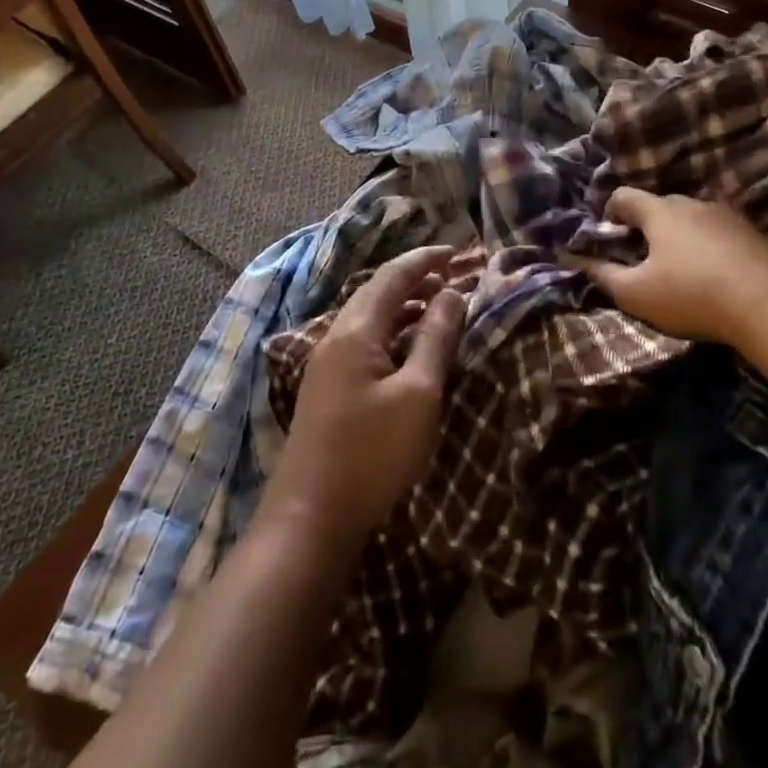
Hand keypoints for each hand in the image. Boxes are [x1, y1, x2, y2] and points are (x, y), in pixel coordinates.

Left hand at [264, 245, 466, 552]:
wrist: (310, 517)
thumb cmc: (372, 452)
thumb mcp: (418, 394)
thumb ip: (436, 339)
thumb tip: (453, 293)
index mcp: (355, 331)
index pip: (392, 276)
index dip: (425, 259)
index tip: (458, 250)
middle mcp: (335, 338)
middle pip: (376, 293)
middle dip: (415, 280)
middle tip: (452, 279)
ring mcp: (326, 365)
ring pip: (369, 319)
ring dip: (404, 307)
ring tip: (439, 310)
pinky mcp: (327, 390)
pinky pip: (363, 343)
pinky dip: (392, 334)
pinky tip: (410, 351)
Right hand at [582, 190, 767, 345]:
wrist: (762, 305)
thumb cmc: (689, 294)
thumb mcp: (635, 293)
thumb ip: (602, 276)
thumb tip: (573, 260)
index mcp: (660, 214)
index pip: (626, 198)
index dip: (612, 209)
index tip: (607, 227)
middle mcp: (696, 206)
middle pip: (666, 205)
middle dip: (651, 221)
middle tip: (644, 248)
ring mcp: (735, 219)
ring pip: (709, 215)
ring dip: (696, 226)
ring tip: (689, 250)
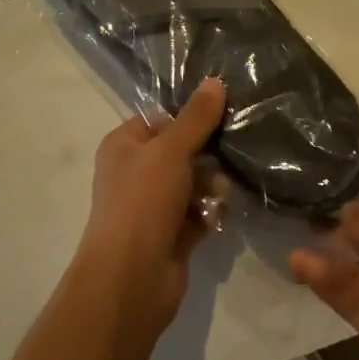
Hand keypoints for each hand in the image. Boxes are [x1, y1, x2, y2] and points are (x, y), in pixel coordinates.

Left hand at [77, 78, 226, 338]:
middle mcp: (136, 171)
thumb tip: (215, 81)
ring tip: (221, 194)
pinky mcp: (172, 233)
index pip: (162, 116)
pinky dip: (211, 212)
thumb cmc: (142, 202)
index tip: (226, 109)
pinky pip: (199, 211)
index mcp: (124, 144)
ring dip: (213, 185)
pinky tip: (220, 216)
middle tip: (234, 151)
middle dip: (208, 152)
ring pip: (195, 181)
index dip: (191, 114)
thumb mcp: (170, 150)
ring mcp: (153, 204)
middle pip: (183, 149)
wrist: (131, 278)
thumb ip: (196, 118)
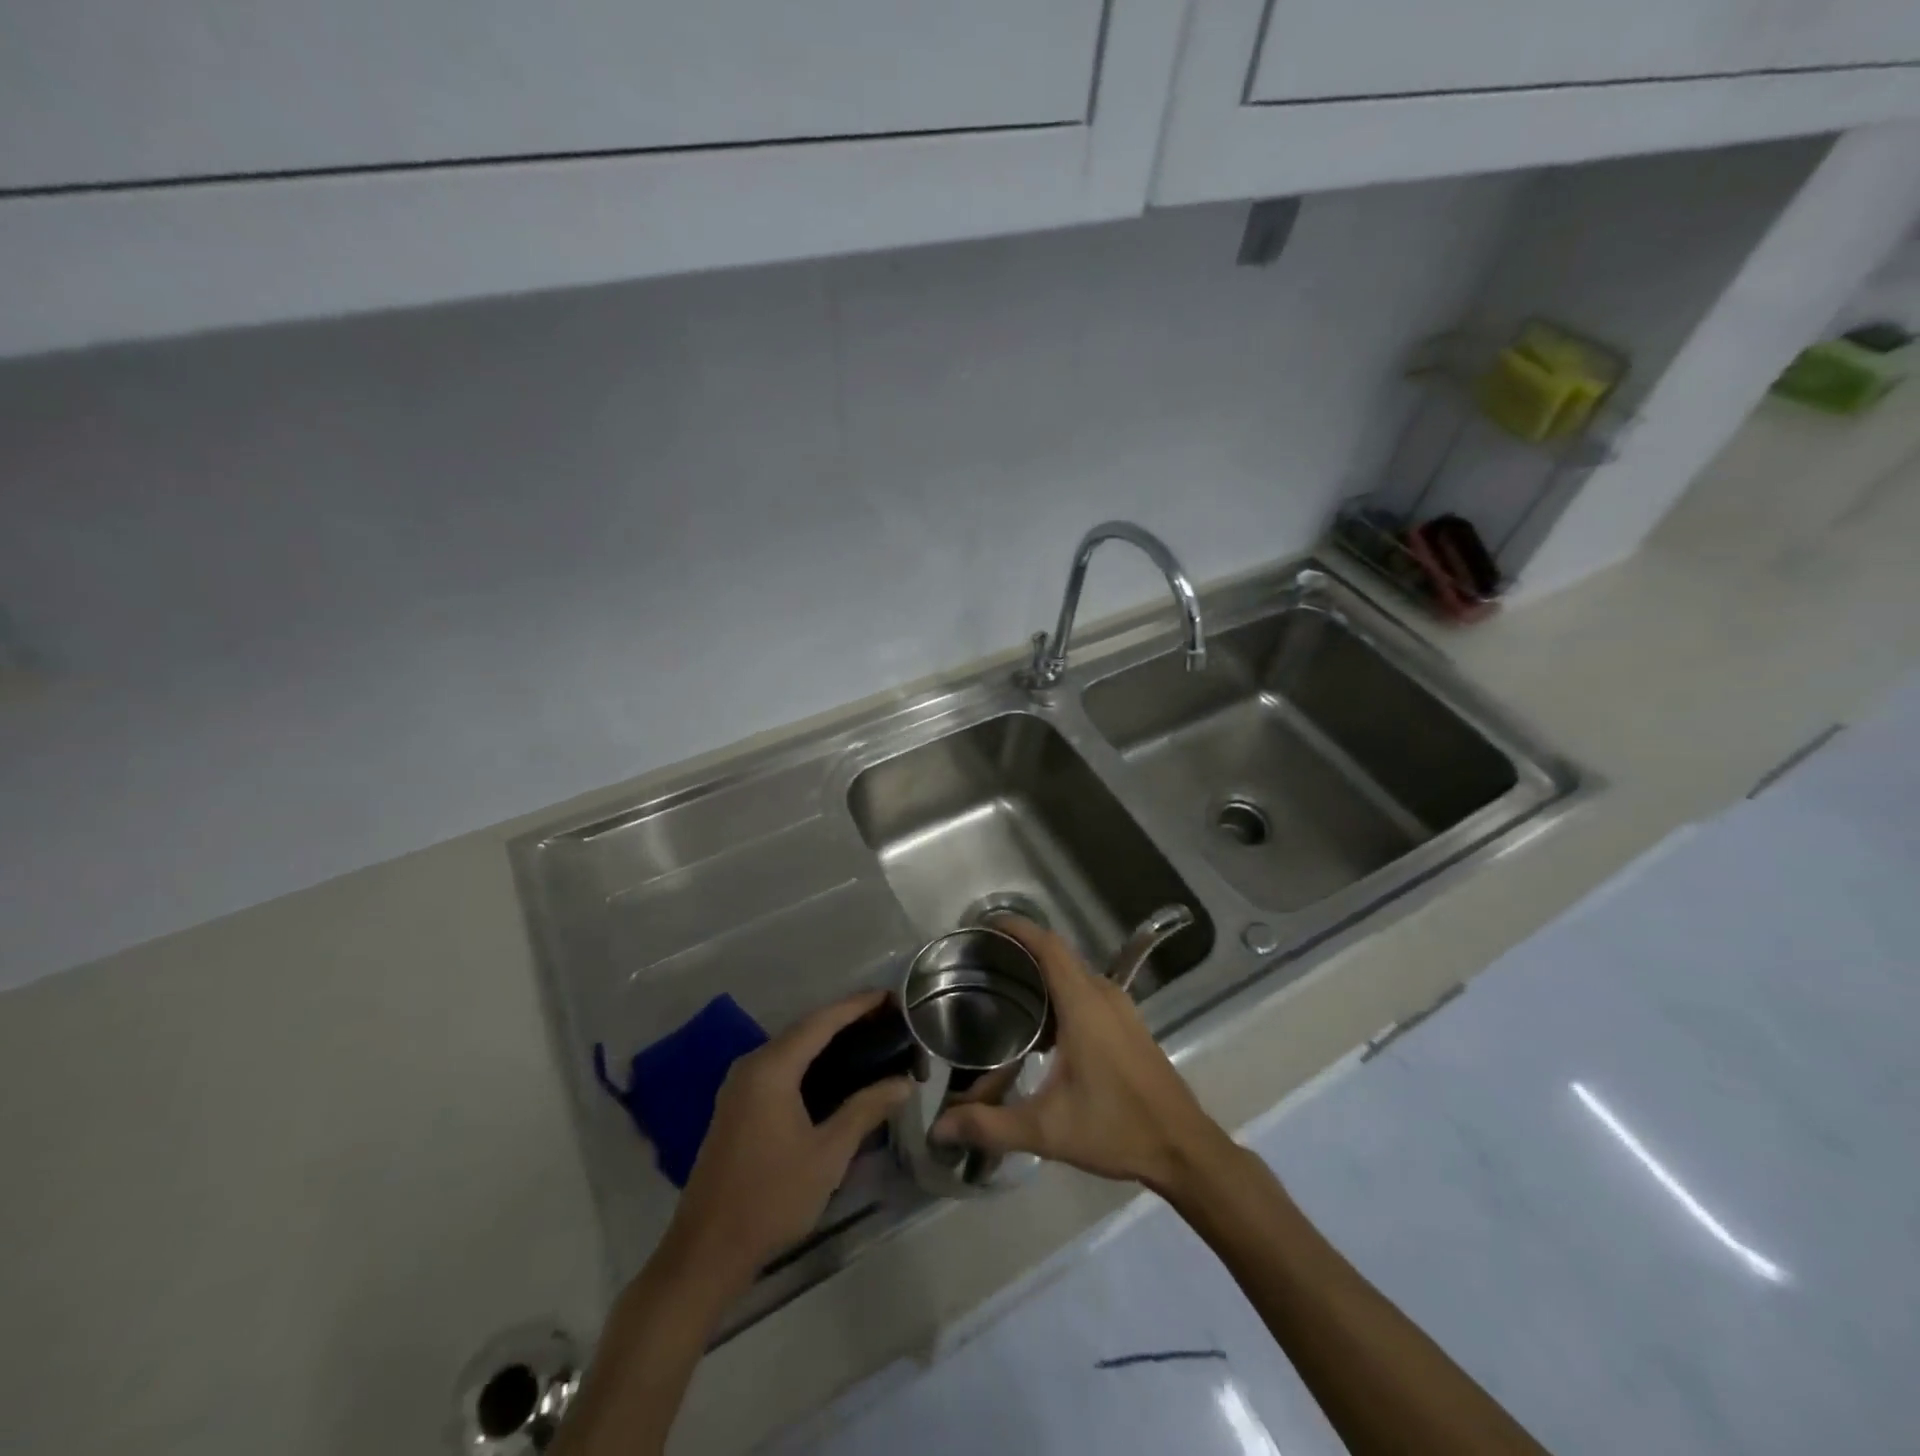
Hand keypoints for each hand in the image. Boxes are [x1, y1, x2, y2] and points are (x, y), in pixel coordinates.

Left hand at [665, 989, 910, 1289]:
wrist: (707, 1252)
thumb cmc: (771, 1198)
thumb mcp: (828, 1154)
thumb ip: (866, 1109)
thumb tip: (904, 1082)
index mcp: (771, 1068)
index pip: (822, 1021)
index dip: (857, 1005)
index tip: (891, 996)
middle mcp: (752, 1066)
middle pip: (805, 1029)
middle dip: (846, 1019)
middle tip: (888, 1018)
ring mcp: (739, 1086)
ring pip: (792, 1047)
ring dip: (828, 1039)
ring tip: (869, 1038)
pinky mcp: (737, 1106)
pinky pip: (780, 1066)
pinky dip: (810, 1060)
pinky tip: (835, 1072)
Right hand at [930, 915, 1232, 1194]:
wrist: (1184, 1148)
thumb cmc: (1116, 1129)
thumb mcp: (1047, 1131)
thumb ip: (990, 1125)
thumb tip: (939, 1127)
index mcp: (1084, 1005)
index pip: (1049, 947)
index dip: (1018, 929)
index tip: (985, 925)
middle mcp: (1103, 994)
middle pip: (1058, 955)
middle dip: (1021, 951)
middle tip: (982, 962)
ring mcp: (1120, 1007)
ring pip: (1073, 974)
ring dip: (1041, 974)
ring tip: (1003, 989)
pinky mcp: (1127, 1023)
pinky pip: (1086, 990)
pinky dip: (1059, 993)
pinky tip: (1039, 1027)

※ ※ ※

## PROBLEM DETAILS
Write out the whole listing above exactly; do not include the pictures.

## OUTPUT FOR THIS TASK
Hand keypoints for each hand in the image. Boxes are [x1, y1, x2, y2] and points are (x, y), in pixel coordinates.

Left hand at [264, 245, 466, 552]:
wrist: (310, 517)
thumb cmc: (372, 452)
thumb mcp: (418, 394)
thumb ip: (436, 339)
thumb tip: (453, 293)
index mcp: (355, 331)
index pip: (392, 276)
index dip: (425, 259)
index tip: (458, 250)
middle mcp: (335, 338)
middle pip: (376, 293)
middle dip: (415, 280)
middle tip: (452, 279)
ring mcp: (326, 365)
ring pip: (369, 319)
ring dip: (404, 307)
ring tip: (439, 310)
pinky mcp: (327, 390)
pinky pip: (363, 343)
pinky dip: (392, 334)
pinky tip: (410, 351)
Right hand at [582, 190, 767, 345]:
wrist: (762, 305)
thumb cmc: (689, 294)
thumb mcp: (635, 293)
thumb ip: (602, 276)
thumb tip: (573, 260)
index mcp: (660, 214)
index pip: (626, 198)
index dip: (612, 209)
index tip: (607, 227)
middle mcp: (696, 206)
middle pip: (666, 205)
middle dip: (651, 221)
middle tip: (644, 248)
ring mcp: (735, 219)
ring pip: (709, 215)
ring dip: (696, 226)
ring tip: (689, 250)
Hand keypoints for each hand in the image. Boxes are [x1, y1, x2, y2] and points are (x, y), in pixel coordinates.

Left hand at [77, 78, 226, 338]:
middle mcp: (136, 171)
thumb tip: (215, 81)
ring tip: (221, 194)
pinky mcp: (172, 233)
index pip: (162, 116)
pinky dip: (211, 212)
thumb cmc: (142, 202)
index tip: (226, 109)
pinky pip: (199, 211)
index mcp: (124, 144)
ring dip: (213, 185)
pinky tip: (220, 216)
middle tip: (234, 151)
middle dip: (208, 152)
ring pip: (195, 181)
index dip: (191, 114)
thumb mcp: (170, 150)
ring mcp: (153, 204)
middle pip: (183, 149)
wrist: (131, 278)
thumb ip: (196, 118)
Hand keypoints for each hand in the image. Boxes are [x1, y1, x2, y2] and points are (x, y), in pixel coordinates.

Left hand at [665, 989, 910, 1289]:
wrist: (707, 1252)
thumb cmc: (771, 1198)
thumb mcp: (828, 1154)
thumb ip: (866, 1109)
thumb tip: (904, 1082)
index mcp: (771, 1068)
index pip: (822, 1021)
index dip: (857, 1005)
index tip: (891, 996)
middle mcp: (752, 1066)
middle pip: (805, 1029)
middle dip: (846, 1019)
middle tip: (888, 1018)
ring mcp: (739, 1086)
ring pip: (792, 1047)
ring dip: (828, 1039)
ring tip: (869, 1038)
pinky mcp: (737, 1106)
pinky pip: (780, 1066)
pinky dip: (810, 1060)
pinky tip: (835, 1072)
Right hand at [930, 915, 1232, 1194]:
wrist: (1184, 1148)
thumb cmc: (1116, 1129)
thumb mcp: (1047, 1131)
thumb ip: (990, 1125)
thumb tip: (939, 1127)
index mcp: (1084, 1005)
index pip: (1049, 947)
index dip: (1018, 929)
index tip: (985, 925)
middle mcp: (1103, 994)
middle pip: (1058, 955)
middle dip: (1021, 951)
middle tip: (982, 962)
ring mcp: (1120, 1007)
ring pip: (1073, 974)
ring dip: (1041, 974)
ring tip: (1003, 989)
pinky mcp: (1127, 1023)
pinky pip: (1086, 990)
pinky dip: (1059, 993)
pinky tip: (1039, 1027)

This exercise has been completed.